From the entries below, reproduce exactly the line containing "pinky tip: (647, 654)", the line containing "index mcp: (617, 621)", and every line in between, with nothing added.

Records from a dataset>
*** Block opens ***

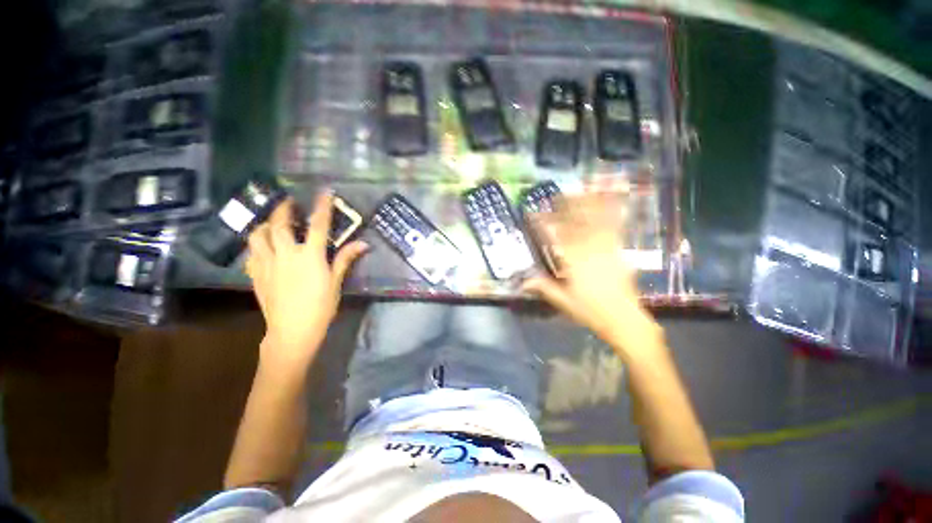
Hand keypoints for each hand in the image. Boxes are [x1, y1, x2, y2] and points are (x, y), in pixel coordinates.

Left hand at [245, 192, 367, 364]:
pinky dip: (256, 245)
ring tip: (271, 222)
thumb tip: (363, 243)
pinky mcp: (256, 275)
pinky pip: (251, 253)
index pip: (318, 225)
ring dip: (264, 224)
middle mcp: (286, 254)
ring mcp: (267, 264)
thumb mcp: (336, 282)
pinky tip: (262, 247)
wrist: (293, 330)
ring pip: (258, 236)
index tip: (324, 191)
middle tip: (288, 202)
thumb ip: (345, 259)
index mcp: (310, 256)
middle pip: (280, 224)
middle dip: (284, 209)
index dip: (322, 206)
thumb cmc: (320, 306)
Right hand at [521, 192, 661, 357]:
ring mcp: (607, 248)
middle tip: (555, 196)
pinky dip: (610, 214)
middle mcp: (590, 250)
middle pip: (576, 223)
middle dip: (565, 207)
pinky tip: (609, 204)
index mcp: (574, 261)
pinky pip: (614, 228)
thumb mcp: (563, 301)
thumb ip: (543, 287)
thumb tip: (522, 281)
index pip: (555, 236)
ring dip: (586, 205)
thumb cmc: (590, 311)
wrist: (624, 319)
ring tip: (578, 192)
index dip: (542, 223)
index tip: (532, 214)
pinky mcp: (618, 251)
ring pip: (595, 221)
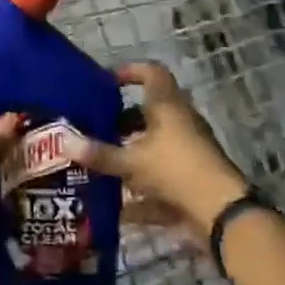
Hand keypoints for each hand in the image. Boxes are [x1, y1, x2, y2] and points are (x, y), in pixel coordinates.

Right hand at [76, 63, 248, 245]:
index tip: (106, 82)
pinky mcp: (193, 178)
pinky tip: (121, 209)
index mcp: (168, 106)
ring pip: (156, 144)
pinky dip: (144, 190)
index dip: (130, 72)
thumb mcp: (131, 162)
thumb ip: (99, 154)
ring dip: (132, 152)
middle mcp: (181, 122)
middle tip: (96, 127)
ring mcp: (190, 150)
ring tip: (103, 163)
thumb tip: (63, 141)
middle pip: (151, 112)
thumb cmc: (175, 170)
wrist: (221, 213)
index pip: (151, 73)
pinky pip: (163, 177)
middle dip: (123, 120)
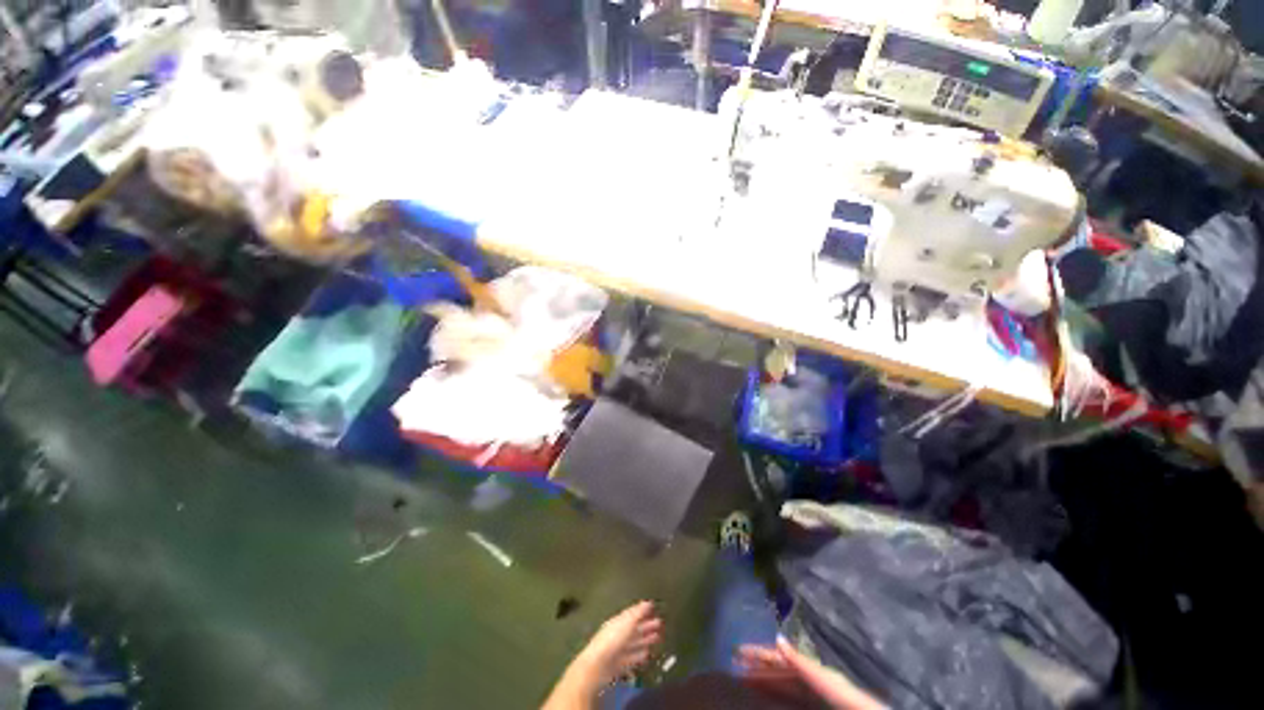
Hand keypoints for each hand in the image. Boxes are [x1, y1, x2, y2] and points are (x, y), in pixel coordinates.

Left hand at [544, 602, 662, 708]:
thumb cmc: (612, 640)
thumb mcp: (626, 622)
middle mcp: (617, 633)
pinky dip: (639, 655)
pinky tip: (647, 654)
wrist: (597, 666)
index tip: (653, 608)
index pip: (631, 614)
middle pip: (633, 628)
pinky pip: (631, 657)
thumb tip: (647, 602)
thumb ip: (637, 613)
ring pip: (633, 642)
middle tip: (660, 624)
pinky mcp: (618, 665)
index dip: (642, 611)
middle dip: (646, 626)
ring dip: (645, 640)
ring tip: (658, 638)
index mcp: (617, 621)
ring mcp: (617, 649)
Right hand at [737, 637, 885, 709]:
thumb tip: (777, 637)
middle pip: (779, 672)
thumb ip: (800, 662)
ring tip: (742, 681)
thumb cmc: (844, 698)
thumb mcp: (822, 679)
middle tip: (733, 665)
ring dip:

*** Block closes ***

Exercise output>
pinky tip: (647, 654)
wrist: (597, 666)
index tip: (653, 608)
index pip: (631, 614)
middle pip: (633, 628)
pinky pip: (631, 657)
thumb tip: (647, 602)
thumb ip: (637, 613)
ring pip: (633, 642)
middle tip: (660, 624)
pinky mcp: (618, 665)
index dip: (642, 611)
middle dip: (646, 626)
ring dip: (645, 640)
ring tip: (658, 638)
index mcp: (617, 621)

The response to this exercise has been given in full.